Part C – Impact of migration. Migration affects many people and many aspects political and social realities. Not always sufficient research has been carried out to reach incontrovertible results but some conclusions are generally accepted. Most migrants benefit from migration, but their experience is not without costs. In general, migrants’ families have better housing, better nutrition, better health and better education. Many families, however, also break up because of distance and solitude. At the economic level, migrant families can afford to spend more and come out of poverty level. Some families become dependent on remittances and experience a decrease in labor force participation, but this cannot be generalized. Remittances also increase inequality but it is possible to hypothesize that remittances trickle down to less affluent provinces and communities. To profit from remittances, economic conditions in the country must improve further and generate opportunities for private enterprise and investments. In the labor market, overseas employment reduces to some extent the level of unemployment. At the same time, a close correlation between increase of overseas employment and decrease of unemployment cannot be established. The migration of highly skilled workers did not generate scarcity of skills in the country. There is evidence of brain waste in the migration phenomenon, but data are not sufficient to establish a direct brain drain effect.

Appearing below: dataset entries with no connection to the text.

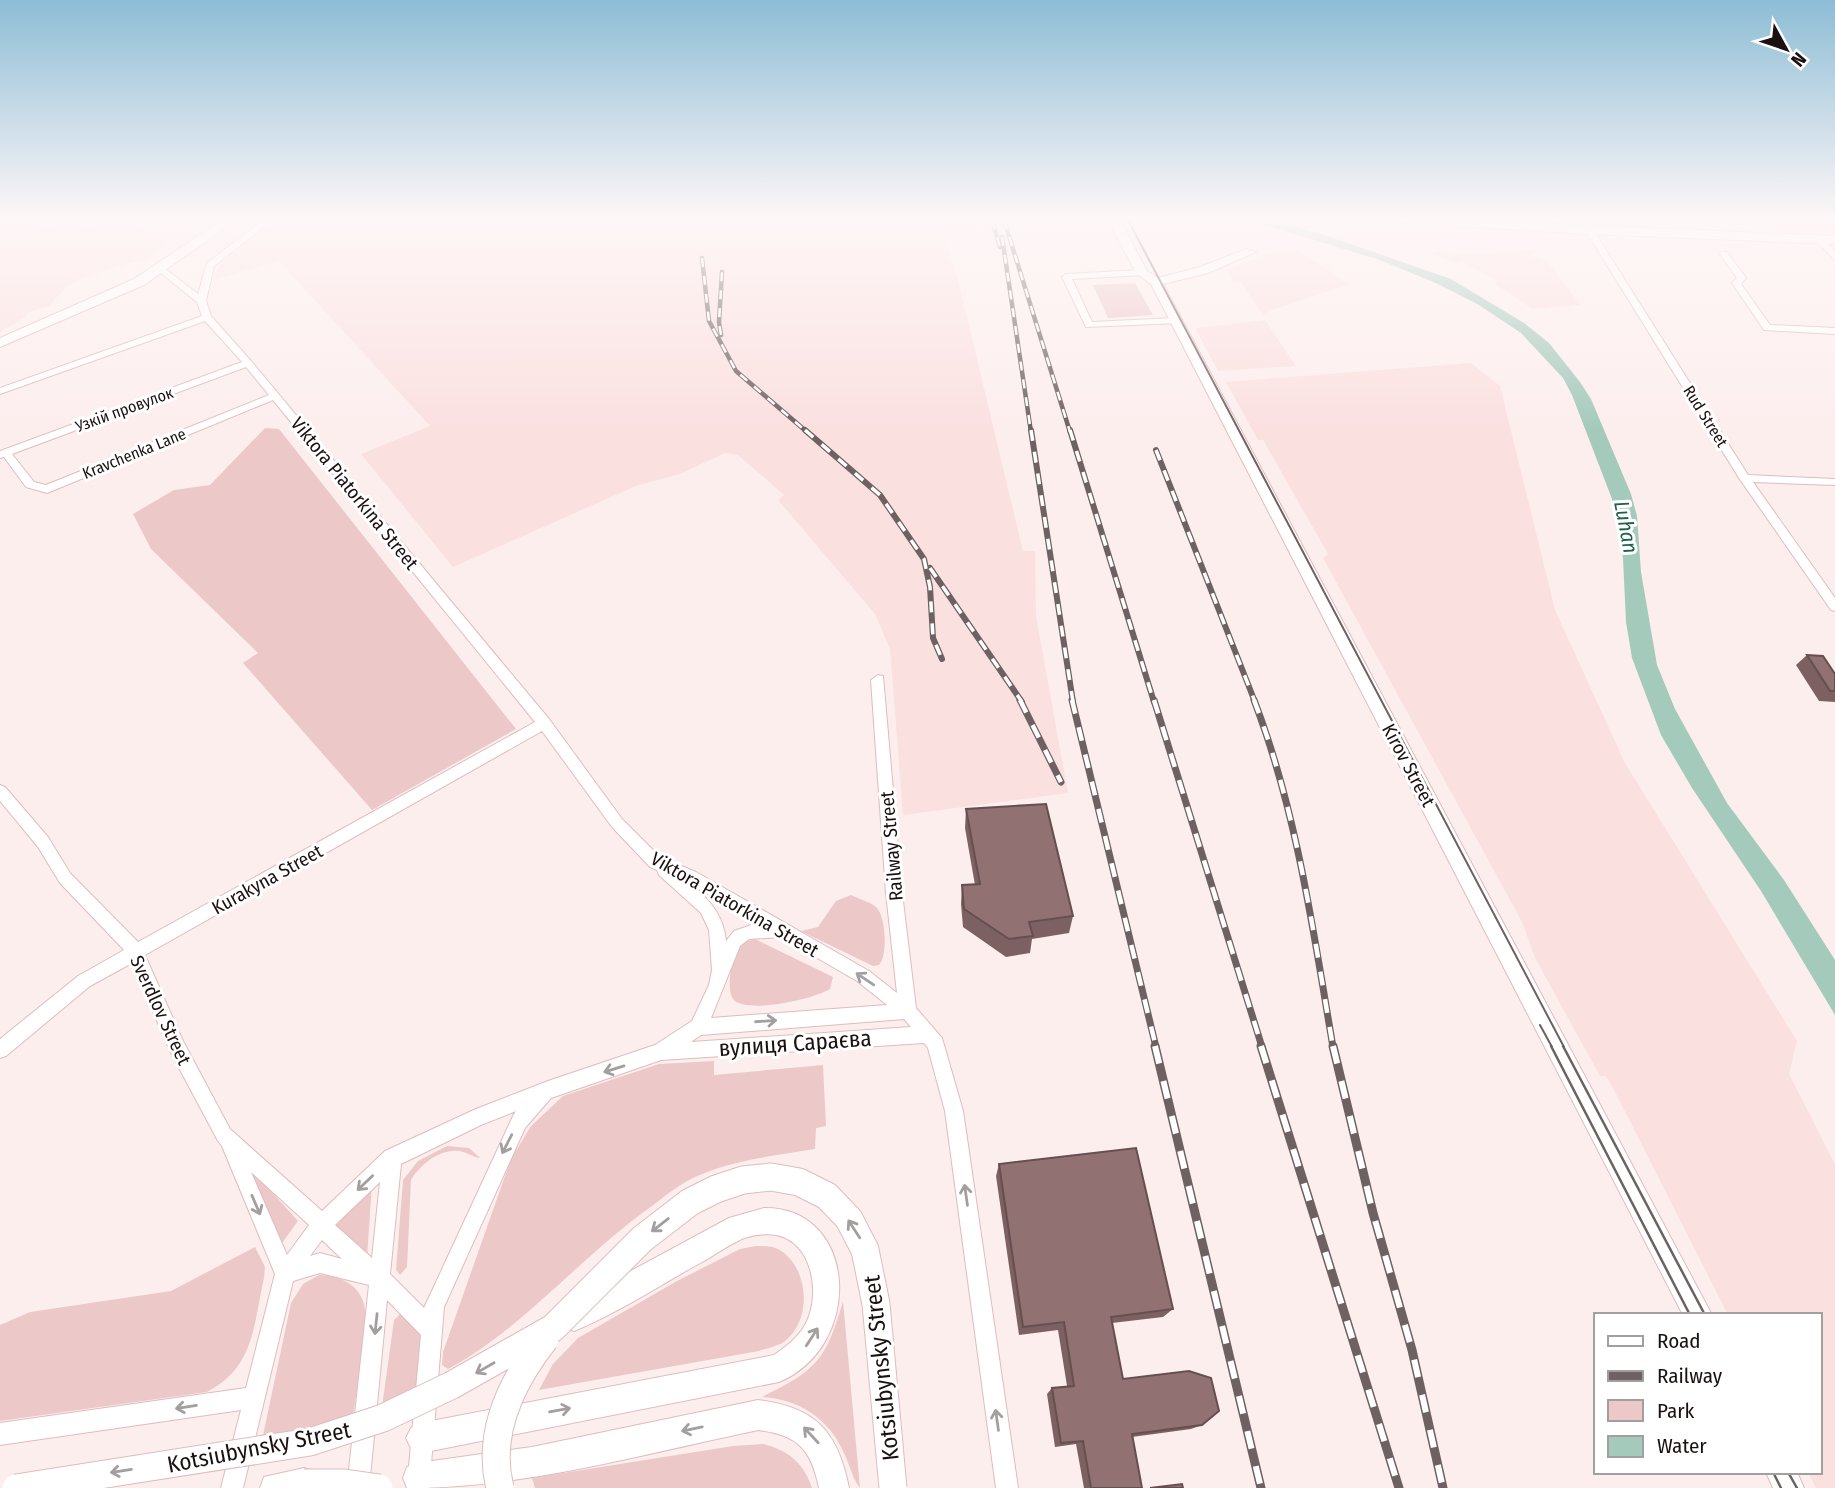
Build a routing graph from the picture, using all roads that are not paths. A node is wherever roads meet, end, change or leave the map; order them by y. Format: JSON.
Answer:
{"nodes":[{"id":1,"x":122,"y":289,"type":"edge"},
{"id":2,"x":186,"y":289,"type":"edge"},
{"id":3,"x":204,"y":289,"type":"edge"},
{"id":4,"x":1072,"y":289,"type":"edge"},
{"id":5,"x":1156,"y":289,"type":"edge"},
{"id":6,"x":1627,"y":289,"type":"edge"},
{"id":7,"x":1740,"y":289,"type":"edge"},
{"id":8,"x":201,"y":301,"type":"junction"},
{"id":9,"x":206,"y":317,"type":"junction"},
{"id":10,"x":1176,"y":321,"type":"junction"},
{"id":11,"x":1835,"y":331,"type":"edge"},
{"id":12,"x":0,"y":343,"type":"edge"},
{"id":13,"x":248,"y":363,"type":"junction"},
{"id":14,"x":0,"y":391,"type":"edge"},
{"id":15,"x":275,"y":396,"type":"junction"},
{"id":16,"x":3,"y":454,"type":"edge"},
{"id":17,"x":1745,"y":478,"type":"junction"},
{"id":18,"x":1835,"y":482,"type":"edge"},
{"id":19,"x":1835,"y":607,"type":"edge"},
{"id":20,"x":878,"y":680,"type":"dead end"},
{"id":21,"x":544,"y":723,"type":"junction"},
{"id":22,"x":0,"y":791,"type":"edge"},
{"id":23,"x":655,"y":862,"type":"junction"},
{"id":24,"x":782,"y":931,"type":"junction"},
{"id":25,"x":135,"y":951,"type":"junction"},
{"id":26,"x":720,"y":970,"type":"junction"},
{"id":27,"x":908,"y":1011,"type":"junction"},
{"id":28,"x":698,"y":1027,"type":"junction"},
{"id":29,"x":929,"y":1034,"type":"junction"},
{"id":30,"x":0,"y":1050,"type":"edge"},
{"id":31,"x":660,"y":1052,"type":"junction"},
{"id":32,"x":548,"y":1090,"type":"junction"},
{"id":33,"x":229,"y":1142,"type":"junction"},
{"id":34,"x":392,"y":1158,"type":"junction"},
{"id":35,"x":323,"y":1224,"type":"junction"},
{"id":36,"x":285,"y":1274,"type":"junction"},
{"id":37,"x":380,"y":1278,"type":"junction"},
{"id":38,"x":1697,"y":1313,"type":"edge"},
{"id":39,"x":554,"y":1327,"type":"junction"},
{"id":40,"x":432,"y":1331,"type":"junction"},
{"id":41,"x":254,"y":1397,"type":"junction"},
{"id":42,"x":0,"y":1434,"type":"edge"},
{"id":43,"x":421,"y":1438,"type":"junction"},
{"id":44,"x":418,"y":1483,"type":"edge"},
{"id":45,"x":16,"y":1488,"type":"edge"},
{"id":46,"x":232,"y":1488,"type":"edge"},
{"id":47,"x":275,"y":1488,"type":"edge"},
{"id":48,"x":358,"y":1488,"type":"edge"},
{"id":49,"x":379,"y":1488,"type":"edge"},
{"id":50,"x":500,"y":1488,"type":"edge"},
{"id":51,"x":834,"y":1488,"type":"edge"},
{"id":52,"x":893,"y":1488,"type":"edge"},
{"id":53,"x":1007,"y":1488,"type":"edge"}],
"edges":[{"from":1,"to":12,"type":"main road"},
{"from":2,"to":8,"type":"street"},
{"from":3,"to":8,"type":"street"},
{"from":4,"to":10,"type":"street"},
{"from":5,"to":10,"type":"street","name":"Kirov Street"},
{"from":6,"to":17,"type":"street","name":"Rud Street"},
{"from":7,"to":11,"type":"street"},
{"from":8,"to":9,"type":"street","name":"Viktora Piatorkina Street"},
{"from":9,"to":13,"type":"street","name":"Viktora Piatorkina Street"},
{"from":9,"to":14,"type":"street"},
{"from":10,"to":38,"type":"street","name":"Kirov Street"},
{"from":13,"to":15,"type":"street","name":"Viktora Piatorkina Street"},
{"from":13,"to":16,"type":"street","name":"Узкій провулок"},
{"from":15,"to":16,"type":"street","name":"Kravchenka Lane"},
{"from":15,"to":21,"type":"street","name":"Viktora Piatorkina Street"},
{"from":17,"to":18,"type":"street"},
{"from":17,"to":19,"type":"street","name":"Rud Street"},
{"from":20,"to":27,"type":"street","name":"Railway Street"},
{"from":21,"to":23,"type":"street","name":"Viktora Piatorkina Street"},
{"from":21,"to":25,"type":"street","name":"Kurakyna Street"},
{"from":22,"to":25,"type":"street","name":"Sverdlov Street"},
{"from":23,"to":24,"type":"street","name":"Viktora Piatorkina Street"},
{"from":23,"to":26,"type":"street"},
{"from":24,"to":26,"type":"street"},
{"from":27,"to":24,"type":"street","name":"Viktora Piatorkina Street","one_way":true},
{"from":25,"to":30,"type":"street","name":"Kurakyna Street"},
{"from":25,"to":33,"type":"street","name":"Sverdlov Street"},
{"from":26,"to":28,"type":"street"},
{"from":28,"to":27,"type":"street","one_way":true},
{"from":27,"to":29,"type":"street","name":"Viktora Piatorkina Street"},
{"from":28,"to":31,"type":"street"},
{"from":29,"to":31,"type":"street","name":"вулиця Сараєва"},
{"from":53,"to":29,"type":"street","name":"Viktora Piatorkina Street","one_way":true},
{"from":31,"to":32,"type":"street","one_way":true},
{"from":32,"to":34,"type":"street"},
{"from":32,"to":40,"type":"street","one_way":true},
{"from":33,"to":35,"type":"street"},
{"from":33,"to":36,"type":"street","one_way":true},
{"from":34,"to":35,"type":"street","one_way":true},
{"from":34,"to":37,"type":"street"},
{"from":35,"to":36,"type":"street"},
{"from":35,"to":37,"type":"street"},
{"from":36,"to":37,"type":"street"},
{"from":36,"to":41,"type":"street"},
{"from":37,"to":40,"type":"street"},
{"from":37,"to":48,"type":"street","one_way":true},
{"from":43,"to":39,"type":"street","one_way":true,"bridge":true},
{"from":39,"to":45,"type":"street","name":"Kotsiubynsky Street","one_way":true,"bridge":true},
{"from":39,"to":50,"type":"street","bridge":true},
{"from":52,"to":39,"type":"street","name":"Kotsiubynsky Street","one_way":true,"bridge":true},
{"from":40,"to":43,"type":"street"},
{"from":41,"to":42,"type":"street","one_way":true},
{"from":41,"to":46,"type":"street"},
{"from":43,"to":44,"type":"street"},
{"from":51,"to":44,"type":"street","one_way":true},
{"from":47,"to":49,"type":"street","bridge":true}]}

There is mismatch between education and labor market in the Philippines. There is an oversupply of graduates in disciplines that are not sufficiently absorbed by the domestic labor market. At the same time, migration exercise a distortive functions in the education system, as too many students enrol in nursing and maritime schools without finding deployment abroad.

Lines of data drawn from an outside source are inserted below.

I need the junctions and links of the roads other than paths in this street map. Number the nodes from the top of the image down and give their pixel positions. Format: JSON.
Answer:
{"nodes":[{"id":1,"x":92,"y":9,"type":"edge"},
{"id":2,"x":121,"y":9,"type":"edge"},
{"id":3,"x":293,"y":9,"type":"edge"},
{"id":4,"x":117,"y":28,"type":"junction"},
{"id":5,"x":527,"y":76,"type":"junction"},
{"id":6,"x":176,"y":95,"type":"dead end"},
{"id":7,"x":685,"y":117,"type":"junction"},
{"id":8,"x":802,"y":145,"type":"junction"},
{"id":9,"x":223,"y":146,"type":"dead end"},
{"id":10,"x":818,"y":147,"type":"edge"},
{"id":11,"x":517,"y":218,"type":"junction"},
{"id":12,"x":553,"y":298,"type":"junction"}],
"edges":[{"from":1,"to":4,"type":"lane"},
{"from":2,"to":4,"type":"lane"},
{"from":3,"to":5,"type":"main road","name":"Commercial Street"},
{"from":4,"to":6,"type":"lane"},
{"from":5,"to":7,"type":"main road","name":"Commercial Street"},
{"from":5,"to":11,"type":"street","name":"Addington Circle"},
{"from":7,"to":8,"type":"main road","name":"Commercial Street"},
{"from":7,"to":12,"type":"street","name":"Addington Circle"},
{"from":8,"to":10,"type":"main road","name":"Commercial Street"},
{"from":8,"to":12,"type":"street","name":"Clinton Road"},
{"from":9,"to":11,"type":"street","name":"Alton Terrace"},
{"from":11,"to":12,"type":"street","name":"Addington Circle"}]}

Part D – Governance of migration. The Philippines has adopted comprehensive legislation, covering all aspects of the migration phenomenon. It has also entered into bilateral agreements with various governments; it has been active in the migration concerns at the regional level; and pushed for adoption of instruments at the international level. More attention must be given to the local level, where the decision to migrate is forged and where migrants return at the end of the process.

(R-L) Fr. Graziano Battistella, Ms. Mel Nuqui, Ms.Maruja  Asis, and  Mr.Ricardo Casco pose for a souvenir photo.

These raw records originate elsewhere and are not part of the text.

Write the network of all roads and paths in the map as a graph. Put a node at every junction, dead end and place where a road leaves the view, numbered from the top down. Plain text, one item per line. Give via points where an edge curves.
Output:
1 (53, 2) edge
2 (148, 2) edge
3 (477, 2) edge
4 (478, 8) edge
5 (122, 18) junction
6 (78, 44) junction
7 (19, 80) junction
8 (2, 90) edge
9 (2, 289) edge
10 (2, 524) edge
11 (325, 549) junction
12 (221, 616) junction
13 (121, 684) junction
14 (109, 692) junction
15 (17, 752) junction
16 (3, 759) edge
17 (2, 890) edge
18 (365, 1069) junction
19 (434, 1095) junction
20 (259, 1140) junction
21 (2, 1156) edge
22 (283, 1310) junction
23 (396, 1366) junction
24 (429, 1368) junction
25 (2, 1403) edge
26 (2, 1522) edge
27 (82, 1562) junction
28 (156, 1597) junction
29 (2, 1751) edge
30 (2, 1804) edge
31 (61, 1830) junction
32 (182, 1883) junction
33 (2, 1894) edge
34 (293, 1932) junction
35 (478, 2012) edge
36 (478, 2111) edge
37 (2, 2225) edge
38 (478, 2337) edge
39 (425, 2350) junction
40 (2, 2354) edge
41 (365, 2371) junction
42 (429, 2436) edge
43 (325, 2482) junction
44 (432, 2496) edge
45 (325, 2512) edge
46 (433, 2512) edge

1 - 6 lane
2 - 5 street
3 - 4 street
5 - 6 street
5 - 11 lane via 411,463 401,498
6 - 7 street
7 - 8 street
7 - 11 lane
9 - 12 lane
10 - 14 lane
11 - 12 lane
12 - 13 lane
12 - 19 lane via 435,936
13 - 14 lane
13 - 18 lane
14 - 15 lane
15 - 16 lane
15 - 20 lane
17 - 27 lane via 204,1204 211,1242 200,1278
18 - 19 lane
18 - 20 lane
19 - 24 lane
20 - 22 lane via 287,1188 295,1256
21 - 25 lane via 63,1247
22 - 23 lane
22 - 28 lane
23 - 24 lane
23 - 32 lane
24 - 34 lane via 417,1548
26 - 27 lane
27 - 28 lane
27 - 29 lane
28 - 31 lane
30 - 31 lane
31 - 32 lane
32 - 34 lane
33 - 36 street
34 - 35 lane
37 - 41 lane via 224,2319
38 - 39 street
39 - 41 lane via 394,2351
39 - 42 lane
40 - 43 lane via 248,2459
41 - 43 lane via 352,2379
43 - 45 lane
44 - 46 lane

Part E – Main findings, challenges and recommendations. The most important policy decisions to benefit overseas labor are not directed to the migrants themselves but to the country in general, in particular by improving the conditions for national development. Overregulation of overseas labor, forcing migrants of all categories to follow the same procedures, should be avoided. There should be better coordination among government agencies and better training of migration officers. Systematic and periodic consultation among all stakeholders, in the line of the recently started Overseas Landbased Tripartite Consultative Council, should be ensured. Migrants are a resource, not a problem. Efforts should be made to provide them and their organizations adequate capacities. To give migration a better chance to contribute to development, its potential at the local level should be maximized. The connections with the Filipino diaspora should be strengthened, facilitating the formation of business communities among permanent migrants. The diaspora should be informed about development projects in the Philippines and development opportunities should be inserted in the bilateral agreements. Finally, for the management and study of migration improvements should be fostered concerning migration data, beginning with homogenization of definitions, classifications and procedures, to continue with better equipment and training, and common policies and procedures for sharing data among government agencies. It is also desirable to undertake a national survey on migration.